El uso de agentes de inteligencia artificial (IA) en el ámbito financiero ha crecido de manera explosiva en el último año. Un estudio de PwC revela que el 79% de más de 300 empresas encuestadas ya están adoptando alguna forma de agentes de IA. Esta tendencia indica un cambio significativo, donde estos agentes están evolucionando de roles meramente consultivos a funciones de ejecución, especialmente en el ámbito de las criptomonedas, que se están convirtiendo en la infraestructura financiera esencial para una economía impulsada por máquinas.

La evolución de lo que se denomina 'finanzas agenticas' se puede desglosar en tres capas. La primera es la capa de comercio agentico, que se enfoca en la búsqueda y toma de decisiones. Por ejemplo, un agente de IA puede buscar la mejor oferta de hotel para un viaje. La segunda capa, la de pagos agenticos, se encarga de la ejecución, donde el agente completa una transacción una vez que ha sido aprobada. Finalmente, la capa de gestión de activos representa el conjunto completo, donde el agente puede gestionar carteras, manejar pagos y optimizar dinámicamente estrategias financieras basadas en tendencias de mercado en tiempo real.

A pesar de que los agentes de IA presentan un gran potencial en el ámbito financiero, su integración con la infraestructura financiera tradicional es problemática. Estos agentes carecen de acceso directo a las redes bancarias globales y están diseñados para operar de manera continua. Aquí es donde las criptomonedas, especialmente los stablecoins, juegan un papel crucial, proporcionando acceso a dinero programable y permitiendo liquidaciones instantáneas a nivel global.
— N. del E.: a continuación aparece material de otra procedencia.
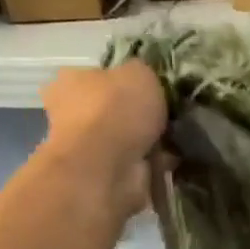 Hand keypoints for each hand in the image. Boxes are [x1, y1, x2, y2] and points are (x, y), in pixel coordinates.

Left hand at [39, 64, 167, 221]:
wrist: (106, 166)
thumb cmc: (115, 109)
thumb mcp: (139, 73)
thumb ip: (143, 73)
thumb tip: (146, 81)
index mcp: (71, 81)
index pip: (97, 75)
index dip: (123, 80)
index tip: (150, 87)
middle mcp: (73, 114)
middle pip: (113, 109)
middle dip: (139, 114)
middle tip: (169, 113)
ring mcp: (89, 148)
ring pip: (127, 139)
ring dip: (150, 140)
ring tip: (178, 136)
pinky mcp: (107, 175)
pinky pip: (138, 164)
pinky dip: (156, 162)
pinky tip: (175, 158) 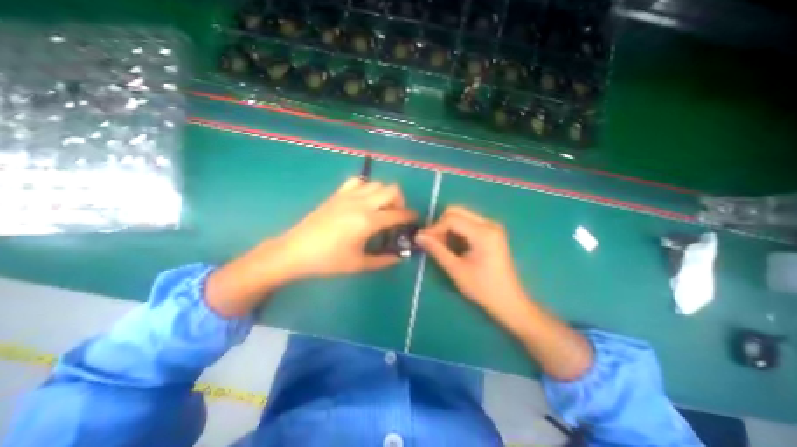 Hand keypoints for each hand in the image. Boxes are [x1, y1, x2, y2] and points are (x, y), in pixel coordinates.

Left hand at [275, 177, 417, 278]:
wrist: (295, 251)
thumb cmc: (328, 260)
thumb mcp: (359, 264)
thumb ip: (383, 260)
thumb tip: (399, 258)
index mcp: (368, 221)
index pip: (398, 214)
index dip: (410, 216)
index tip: (415, 220)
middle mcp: (361, 203)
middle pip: (392, 190)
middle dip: (400, 201)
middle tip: (396, 216)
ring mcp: (348, 195)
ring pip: (376, 183)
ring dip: (384, 194)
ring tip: (381, 209)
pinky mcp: (337, 194)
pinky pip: (357, 182)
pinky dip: (366, 188)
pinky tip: (363, 201)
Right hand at [418, 206, 589, 380]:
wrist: (508, 301)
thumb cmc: (482, 288)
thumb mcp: (456, 269)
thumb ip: (437, 250)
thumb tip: (419, 236)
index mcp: (483, 232)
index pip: (452, 218)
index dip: (434, 227)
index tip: (422, 239)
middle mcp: (489, 224)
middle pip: (457, 212)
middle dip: (440, 225)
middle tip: (431, 242)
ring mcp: (492, 227)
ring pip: (461, 216)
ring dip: (447, 228)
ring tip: (440, 245)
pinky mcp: (491, 233)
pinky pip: (468, 224)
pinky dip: (456, 231)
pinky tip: (452, 245)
Esta combinación de elementos forma una capa financiera más adecuada para actividades impulsadas por máquinas, lo que sugiere que las criptomonedas están emergiendo como la infraestructura para sistemas autónomos, más allá de ser solo una clase de activos.

Los casos de uso de los agentes de IA ya son visibles en diversas aplicaciones. En el contexto empresarial, los pagos entre máquinas, facilitados por el acceso a API y proveedores de datos, han fortalecido y acelerado las transacciones intercomerciales. En el ámbito del consumidor, el comercio autónomo permite a los usuarios optimizar su investigación de compras, utilizando agentes para obtener las mejores ofertas en viajes y suscripciones. Sin embargo, la mayoría de estas actividades aún se centran en el ámbito empresarial y en la infraestructura, en lugar de ser orientadas al consumidor.

Mirando hacia el futuro, es fundamental que se aborden los riesgos asociados con el uso de agentes de IA, especialmente en términos de seguridad y regulación. La posibilidad de que agentes malintencionados ejecuten transacciones no autorizadas plantea serias preocupaciones. Para que esta tecnología se adopte de manera generalizada, es esencial construir confianza entre los usuarios, lo que requiere claridad regulatoria. En los próximos doce meses, se espera que esta tecnología continúe evolucionando, con señales clave que incluyen el crecimiento en el volumen de transacciones impulsadas por agentes, la aparición de billeteras nativas para agentes y protocolos de pago, así como una integración más profunda entre stablecoins y sistemas impulsados por IA.